* [THE DATA]

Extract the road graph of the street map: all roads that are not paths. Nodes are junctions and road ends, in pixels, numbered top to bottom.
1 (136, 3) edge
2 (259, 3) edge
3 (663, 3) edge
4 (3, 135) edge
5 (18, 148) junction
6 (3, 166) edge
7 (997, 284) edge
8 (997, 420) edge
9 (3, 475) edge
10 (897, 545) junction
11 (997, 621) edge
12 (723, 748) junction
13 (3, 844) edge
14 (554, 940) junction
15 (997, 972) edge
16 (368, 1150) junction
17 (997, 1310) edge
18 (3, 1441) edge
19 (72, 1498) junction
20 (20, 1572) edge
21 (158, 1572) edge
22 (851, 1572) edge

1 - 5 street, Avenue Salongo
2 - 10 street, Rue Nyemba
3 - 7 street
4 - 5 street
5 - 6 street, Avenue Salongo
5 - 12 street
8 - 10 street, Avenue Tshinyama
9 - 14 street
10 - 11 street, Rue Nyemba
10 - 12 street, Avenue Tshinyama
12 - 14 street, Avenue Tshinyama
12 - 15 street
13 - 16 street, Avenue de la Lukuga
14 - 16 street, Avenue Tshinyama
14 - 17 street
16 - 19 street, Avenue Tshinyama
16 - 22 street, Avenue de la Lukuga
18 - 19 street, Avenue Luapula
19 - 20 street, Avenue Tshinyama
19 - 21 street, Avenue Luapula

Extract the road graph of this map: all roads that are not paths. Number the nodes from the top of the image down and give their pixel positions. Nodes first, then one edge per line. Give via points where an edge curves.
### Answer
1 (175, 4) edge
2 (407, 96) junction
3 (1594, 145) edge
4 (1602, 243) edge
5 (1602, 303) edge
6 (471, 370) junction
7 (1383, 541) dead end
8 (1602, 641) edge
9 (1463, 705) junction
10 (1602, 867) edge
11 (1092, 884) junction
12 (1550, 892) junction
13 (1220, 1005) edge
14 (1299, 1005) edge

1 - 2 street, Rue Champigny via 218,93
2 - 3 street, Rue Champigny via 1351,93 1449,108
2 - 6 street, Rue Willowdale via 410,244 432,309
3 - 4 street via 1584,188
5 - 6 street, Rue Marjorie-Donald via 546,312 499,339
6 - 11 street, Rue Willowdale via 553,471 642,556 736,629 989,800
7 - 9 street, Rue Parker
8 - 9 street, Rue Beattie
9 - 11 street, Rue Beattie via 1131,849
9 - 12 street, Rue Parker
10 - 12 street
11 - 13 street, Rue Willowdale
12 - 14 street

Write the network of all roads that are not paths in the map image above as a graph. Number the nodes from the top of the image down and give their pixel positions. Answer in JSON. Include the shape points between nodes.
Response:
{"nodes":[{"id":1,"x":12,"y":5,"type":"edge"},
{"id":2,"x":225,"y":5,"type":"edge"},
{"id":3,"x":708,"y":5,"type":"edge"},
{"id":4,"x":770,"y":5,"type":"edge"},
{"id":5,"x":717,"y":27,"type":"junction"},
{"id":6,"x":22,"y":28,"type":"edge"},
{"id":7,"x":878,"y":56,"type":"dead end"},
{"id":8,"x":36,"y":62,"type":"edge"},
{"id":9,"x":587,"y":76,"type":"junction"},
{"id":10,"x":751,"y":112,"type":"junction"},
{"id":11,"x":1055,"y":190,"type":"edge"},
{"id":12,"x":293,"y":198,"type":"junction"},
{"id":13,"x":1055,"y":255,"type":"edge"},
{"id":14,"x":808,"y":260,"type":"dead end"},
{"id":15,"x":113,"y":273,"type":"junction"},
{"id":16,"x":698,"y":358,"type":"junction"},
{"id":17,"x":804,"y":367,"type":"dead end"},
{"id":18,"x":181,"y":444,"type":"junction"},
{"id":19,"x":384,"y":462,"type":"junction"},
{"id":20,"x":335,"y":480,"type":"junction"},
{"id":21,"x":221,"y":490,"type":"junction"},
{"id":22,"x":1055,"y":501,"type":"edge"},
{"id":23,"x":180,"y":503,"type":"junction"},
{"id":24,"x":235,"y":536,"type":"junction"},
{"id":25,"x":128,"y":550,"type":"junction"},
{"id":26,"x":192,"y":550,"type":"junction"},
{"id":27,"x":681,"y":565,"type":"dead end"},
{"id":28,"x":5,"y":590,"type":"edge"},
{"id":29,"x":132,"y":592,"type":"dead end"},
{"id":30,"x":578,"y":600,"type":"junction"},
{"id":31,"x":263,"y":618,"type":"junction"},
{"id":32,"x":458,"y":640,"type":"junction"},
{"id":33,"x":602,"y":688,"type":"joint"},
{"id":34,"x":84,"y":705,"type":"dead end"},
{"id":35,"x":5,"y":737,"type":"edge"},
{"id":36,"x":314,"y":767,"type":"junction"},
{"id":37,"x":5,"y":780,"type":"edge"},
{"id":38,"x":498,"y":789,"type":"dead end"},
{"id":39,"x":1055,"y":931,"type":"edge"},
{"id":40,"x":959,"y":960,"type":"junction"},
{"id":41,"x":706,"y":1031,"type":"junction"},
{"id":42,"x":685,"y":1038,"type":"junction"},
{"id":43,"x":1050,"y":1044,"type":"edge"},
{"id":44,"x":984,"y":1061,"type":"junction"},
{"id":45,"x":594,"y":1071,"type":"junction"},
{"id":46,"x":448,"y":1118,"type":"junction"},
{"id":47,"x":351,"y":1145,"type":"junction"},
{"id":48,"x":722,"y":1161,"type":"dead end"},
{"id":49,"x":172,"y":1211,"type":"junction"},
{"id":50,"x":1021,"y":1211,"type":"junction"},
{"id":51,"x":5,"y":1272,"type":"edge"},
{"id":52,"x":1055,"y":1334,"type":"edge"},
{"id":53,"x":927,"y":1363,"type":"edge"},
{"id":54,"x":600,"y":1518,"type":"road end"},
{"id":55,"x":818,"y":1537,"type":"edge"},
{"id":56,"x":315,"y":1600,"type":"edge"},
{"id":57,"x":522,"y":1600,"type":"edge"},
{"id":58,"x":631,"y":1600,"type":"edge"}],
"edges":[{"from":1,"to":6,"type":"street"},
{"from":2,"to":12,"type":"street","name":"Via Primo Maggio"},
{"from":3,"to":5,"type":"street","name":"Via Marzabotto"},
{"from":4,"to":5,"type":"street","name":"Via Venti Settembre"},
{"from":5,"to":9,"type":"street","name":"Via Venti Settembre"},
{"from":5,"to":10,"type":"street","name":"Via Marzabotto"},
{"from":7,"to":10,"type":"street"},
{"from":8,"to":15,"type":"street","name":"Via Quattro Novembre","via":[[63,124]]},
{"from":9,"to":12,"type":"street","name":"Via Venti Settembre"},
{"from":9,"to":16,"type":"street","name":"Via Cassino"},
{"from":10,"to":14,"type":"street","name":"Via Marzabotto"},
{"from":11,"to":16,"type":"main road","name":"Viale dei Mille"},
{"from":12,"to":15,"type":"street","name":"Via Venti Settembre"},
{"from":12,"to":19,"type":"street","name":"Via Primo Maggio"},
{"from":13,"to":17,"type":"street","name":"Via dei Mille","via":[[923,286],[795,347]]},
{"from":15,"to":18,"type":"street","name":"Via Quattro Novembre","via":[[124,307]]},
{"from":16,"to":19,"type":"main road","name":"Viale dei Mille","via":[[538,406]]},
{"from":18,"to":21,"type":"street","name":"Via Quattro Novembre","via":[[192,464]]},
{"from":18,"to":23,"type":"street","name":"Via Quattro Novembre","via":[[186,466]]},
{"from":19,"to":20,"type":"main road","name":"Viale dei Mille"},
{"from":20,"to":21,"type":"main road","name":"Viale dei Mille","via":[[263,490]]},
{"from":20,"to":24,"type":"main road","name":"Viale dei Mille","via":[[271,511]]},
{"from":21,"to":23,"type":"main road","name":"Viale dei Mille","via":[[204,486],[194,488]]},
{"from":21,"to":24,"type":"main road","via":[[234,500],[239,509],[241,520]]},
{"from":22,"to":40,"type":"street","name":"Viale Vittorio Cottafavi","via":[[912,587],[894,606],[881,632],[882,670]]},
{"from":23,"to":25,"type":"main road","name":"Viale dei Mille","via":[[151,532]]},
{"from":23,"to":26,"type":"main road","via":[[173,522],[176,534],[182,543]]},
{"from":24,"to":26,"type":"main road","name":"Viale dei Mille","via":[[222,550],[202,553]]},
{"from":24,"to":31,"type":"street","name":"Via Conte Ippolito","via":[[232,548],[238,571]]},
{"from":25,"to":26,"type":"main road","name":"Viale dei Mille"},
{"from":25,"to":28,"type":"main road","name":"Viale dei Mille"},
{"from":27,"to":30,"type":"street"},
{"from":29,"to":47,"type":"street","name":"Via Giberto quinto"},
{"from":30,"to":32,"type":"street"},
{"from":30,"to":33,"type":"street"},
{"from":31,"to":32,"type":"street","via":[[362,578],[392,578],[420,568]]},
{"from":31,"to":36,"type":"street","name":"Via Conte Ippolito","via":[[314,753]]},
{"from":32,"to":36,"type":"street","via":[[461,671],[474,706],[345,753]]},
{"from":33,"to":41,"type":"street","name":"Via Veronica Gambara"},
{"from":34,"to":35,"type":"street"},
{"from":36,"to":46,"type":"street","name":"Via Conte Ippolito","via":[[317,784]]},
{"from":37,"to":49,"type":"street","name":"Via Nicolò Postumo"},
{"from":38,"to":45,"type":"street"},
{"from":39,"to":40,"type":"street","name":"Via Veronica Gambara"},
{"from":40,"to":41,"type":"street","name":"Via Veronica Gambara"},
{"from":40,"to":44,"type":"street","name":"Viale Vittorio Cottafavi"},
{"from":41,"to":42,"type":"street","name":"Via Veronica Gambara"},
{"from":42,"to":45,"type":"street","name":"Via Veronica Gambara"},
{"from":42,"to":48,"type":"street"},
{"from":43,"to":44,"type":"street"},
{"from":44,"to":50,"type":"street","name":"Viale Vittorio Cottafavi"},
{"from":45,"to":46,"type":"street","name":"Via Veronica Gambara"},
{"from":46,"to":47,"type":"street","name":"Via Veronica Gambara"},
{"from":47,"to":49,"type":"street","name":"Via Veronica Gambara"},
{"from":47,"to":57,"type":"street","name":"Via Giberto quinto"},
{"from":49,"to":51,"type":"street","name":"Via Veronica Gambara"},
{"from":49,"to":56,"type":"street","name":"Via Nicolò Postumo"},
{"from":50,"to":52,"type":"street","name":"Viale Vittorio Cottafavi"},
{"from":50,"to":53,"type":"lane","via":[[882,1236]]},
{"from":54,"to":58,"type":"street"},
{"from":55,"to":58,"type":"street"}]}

* [WHAT YOU HAVE TO DO] Say how many lines in the records hold the string "that", please, and add no other words.

* [SOLUTION] 3